(LISTED ENTRIES)
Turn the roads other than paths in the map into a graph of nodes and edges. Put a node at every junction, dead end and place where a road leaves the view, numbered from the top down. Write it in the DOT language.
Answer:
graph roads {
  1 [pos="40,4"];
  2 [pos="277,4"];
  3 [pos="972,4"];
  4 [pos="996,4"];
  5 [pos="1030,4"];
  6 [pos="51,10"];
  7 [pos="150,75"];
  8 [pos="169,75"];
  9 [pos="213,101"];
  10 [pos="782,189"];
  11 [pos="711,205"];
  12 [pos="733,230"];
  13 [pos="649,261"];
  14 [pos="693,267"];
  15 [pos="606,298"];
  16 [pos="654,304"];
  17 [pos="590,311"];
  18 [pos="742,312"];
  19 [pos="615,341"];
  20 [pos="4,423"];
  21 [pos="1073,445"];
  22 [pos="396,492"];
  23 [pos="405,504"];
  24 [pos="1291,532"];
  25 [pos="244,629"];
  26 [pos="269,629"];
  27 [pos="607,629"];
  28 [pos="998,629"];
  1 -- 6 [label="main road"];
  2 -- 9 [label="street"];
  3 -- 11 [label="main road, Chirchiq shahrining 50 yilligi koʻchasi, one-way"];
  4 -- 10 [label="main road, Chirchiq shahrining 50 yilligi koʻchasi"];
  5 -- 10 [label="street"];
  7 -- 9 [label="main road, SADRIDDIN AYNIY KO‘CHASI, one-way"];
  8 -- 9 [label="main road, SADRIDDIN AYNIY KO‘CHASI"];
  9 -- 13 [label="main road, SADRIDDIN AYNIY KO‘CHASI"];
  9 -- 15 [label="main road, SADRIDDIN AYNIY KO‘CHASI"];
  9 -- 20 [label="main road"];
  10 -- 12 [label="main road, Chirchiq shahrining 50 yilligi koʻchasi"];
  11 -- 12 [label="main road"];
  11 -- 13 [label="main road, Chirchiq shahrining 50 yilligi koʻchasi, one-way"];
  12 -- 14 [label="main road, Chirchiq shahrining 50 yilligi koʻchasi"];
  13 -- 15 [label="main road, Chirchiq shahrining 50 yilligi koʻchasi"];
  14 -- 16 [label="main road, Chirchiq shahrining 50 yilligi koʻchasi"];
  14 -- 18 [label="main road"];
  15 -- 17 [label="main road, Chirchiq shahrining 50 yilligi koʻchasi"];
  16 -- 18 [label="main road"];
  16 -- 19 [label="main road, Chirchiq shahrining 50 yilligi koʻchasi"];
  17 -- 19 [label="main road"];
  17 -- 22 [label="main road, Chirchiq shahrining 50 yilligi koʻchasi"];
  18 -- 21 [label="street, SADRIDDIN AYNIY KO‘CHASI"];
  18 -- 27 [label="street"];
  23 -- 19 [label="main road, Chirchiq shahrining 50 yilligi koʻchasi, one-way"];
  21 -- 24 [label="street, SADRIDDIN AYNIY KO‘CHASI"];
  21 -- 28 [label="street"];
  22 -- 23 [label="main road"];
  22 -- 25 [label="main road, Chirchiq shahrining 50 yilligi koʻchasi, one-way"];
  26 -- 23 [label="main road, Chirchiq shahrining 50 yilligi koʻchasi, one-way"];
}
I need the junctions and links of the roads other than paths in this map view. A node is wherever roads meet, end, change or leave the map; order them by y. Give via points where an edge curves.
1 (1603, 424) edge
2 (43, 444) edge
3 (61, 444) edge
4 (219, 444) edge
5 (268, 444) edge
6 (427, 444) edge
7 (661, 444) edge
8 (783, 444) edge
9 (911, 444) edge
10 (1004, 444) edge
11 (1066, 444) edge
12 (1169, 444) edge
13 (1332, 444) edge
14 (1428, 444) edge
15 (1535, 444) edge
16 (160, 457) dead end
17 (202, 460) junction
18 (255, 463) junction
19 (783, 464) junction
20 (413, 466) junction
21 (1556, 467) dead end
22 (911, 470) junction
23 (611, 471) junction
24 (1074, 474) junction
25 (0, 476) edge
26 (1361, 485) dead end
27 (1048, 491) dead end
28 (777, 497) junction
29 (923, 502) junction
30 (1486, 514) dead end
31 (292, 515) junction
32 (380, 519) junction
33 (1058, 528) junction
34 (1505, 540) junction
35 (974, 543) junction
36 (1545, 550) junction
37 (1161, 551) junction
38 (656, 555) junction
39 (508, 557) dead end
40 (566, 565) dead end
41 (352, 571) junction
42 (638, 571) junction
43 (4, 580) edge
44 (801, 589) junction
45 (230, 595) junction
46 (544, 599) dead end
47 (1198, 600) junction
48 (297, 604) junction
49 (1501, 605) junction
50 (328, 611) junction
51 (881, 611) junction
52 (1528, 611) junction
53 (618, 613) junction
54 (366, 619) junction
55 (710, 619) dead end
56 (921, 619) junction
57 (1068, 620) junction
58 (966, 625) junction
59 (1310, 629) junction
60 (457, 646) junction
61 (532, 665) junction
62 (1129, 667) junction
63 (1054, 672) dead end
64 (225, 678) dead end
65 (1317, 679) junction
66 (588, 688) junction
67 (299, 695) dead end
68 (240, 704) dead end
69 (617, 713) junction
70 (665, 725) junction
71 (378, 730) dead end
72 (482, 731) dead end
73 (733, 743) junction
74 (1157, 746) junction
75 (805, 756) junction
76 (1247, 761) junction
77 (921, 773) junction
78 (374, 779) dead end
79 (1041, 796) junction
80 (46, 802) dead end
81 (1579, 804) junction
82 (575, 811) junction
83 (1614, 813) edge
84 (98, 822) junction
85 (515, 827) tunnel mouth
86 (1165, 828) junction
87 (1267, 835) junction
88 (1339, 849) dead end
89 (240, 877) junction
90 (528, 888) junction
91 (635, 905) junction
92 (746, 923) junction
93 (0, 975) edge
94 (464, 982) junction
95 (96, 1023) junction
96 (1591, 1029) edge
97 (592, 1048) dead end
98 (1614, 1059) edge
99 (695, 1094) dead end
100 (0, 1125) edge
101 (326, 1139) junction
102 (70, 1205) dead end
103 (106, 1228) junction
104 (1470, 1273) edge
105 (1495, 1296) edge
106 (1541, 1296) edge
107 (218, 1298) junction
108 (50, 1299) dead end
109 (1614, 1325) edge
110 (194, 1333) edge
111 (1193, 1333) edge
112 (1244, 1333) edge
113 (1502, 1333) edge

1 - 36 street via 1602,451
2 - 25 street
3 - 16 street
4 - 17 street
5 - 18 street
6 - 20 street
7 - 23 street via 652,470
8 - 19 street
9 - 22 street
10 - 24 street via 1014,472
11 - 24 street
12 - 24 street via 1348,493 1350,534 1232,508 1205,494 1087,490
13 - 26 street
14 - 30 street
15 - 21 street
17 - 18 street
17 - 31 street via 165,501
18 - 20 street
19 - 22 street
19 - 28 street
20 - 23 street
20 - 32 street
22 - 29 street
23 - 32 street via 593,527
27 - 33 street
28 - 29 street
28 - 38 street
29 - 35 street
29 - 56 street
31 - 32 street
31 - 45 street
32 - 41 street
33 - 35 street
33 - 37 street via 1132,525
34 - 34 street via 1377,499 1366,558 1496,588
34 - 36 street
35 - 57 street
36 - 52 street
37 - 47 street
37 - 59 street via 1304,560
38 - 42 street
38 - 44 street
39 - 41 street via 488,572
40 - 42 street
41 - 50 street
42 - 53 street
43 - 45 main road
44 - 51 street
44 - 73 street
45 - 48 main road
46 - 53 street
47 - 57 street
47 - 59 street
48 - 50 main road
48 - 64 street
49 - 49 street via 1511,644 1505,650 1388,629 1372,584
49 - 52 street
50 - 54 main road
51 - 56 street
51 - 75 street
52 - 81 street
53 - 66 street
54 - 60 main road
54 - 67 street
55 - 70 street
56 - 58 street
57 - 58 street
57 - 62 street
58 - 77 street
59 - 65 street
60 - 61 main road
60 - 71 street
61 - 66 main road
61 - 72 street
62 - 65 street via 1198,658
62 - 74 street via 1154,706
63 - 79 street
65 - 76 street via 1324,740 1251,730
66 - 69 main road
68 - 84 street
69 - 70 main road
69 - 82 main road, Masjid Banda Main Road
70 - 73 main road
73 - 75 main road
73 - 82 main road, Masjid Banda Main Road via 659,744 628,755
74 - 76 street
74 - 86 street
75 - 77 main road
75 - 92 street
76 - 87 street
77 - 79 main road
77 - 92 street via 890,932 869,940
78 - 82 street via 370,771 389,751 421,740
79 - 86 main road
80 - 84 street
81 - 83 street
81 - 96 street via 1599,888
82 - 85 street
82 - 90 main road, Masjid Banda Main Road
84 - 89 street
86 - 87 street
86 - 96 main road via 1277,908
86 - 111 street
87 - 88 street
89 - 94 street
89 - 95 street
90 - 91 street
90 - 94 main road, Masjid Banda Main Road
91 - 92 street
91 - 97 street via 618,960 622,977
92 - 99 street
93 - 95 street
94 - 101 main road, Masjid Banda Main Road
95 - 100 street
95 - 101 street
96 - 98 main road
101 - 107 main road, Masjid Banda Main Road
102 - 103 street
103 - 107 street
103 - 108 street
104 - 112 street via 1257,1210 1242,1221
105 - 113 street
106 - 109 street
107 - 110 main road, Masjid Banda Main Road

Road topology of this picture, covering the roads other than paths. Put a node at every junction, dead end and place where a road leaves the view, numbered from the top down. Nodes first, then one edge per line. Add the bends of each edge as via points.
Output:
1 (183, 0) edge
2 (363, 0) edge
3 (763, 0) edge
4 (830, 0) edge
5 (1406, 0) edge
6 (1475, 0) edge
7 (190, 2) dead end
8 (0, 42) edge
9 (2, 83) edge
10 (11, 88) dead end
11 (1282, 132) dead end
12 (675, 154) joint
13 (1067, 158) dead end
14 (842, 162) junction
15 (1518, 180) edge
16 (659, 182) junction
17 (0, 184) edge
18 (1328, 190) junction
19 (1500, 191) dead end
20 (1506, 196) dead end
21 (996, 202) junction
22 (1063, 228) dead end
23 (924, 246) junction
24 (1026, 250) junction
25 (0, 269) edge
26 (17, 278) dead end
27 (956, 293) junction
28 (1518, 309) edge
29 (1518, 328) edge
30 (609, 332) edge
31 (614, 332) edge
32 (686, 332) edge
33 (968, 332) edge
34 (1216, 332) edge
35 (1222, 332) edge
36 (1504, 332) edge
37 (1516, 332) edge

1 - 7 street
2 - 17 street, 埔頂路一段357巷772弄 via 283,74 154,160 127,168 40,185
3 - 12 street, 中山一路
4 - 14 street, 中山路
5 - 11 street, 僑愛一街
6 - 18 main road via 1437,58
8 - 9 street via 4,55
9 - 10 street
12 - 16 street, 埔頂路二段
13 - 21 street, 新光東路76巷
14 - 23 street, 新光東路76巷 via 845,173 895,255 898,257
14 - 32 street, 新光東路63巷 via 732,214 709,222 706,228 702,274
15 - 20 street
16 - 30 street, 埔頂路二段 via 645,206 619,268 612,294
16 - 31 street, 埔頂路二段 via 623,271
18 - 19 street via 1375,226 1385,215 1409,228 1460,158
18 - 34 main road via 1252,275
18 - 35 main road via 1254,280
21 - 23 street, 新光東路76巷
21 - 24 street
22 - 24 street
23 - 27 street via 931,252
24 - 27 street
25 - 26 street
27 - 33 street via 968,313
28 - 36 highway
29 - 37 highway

(WORK TO COMPLETE) Search the preceding listing for "Banda" and extract every line where it is found.

(TASK RESPONSE)
69 - 82 main road, Masjid Banda Main Road
73 - 82 main road, Masjid Banda Main Road via 659,744 628,755
82 - 90 main road, Masjid Banda Main Road
90 - 94 main road, Masjid Banda Main Road
94 - 101 main road, Masjid Banda Main Road
101 - 107 main road, Masjid Banda Main Road
107 - 110 main road, Masjid Banda Main Road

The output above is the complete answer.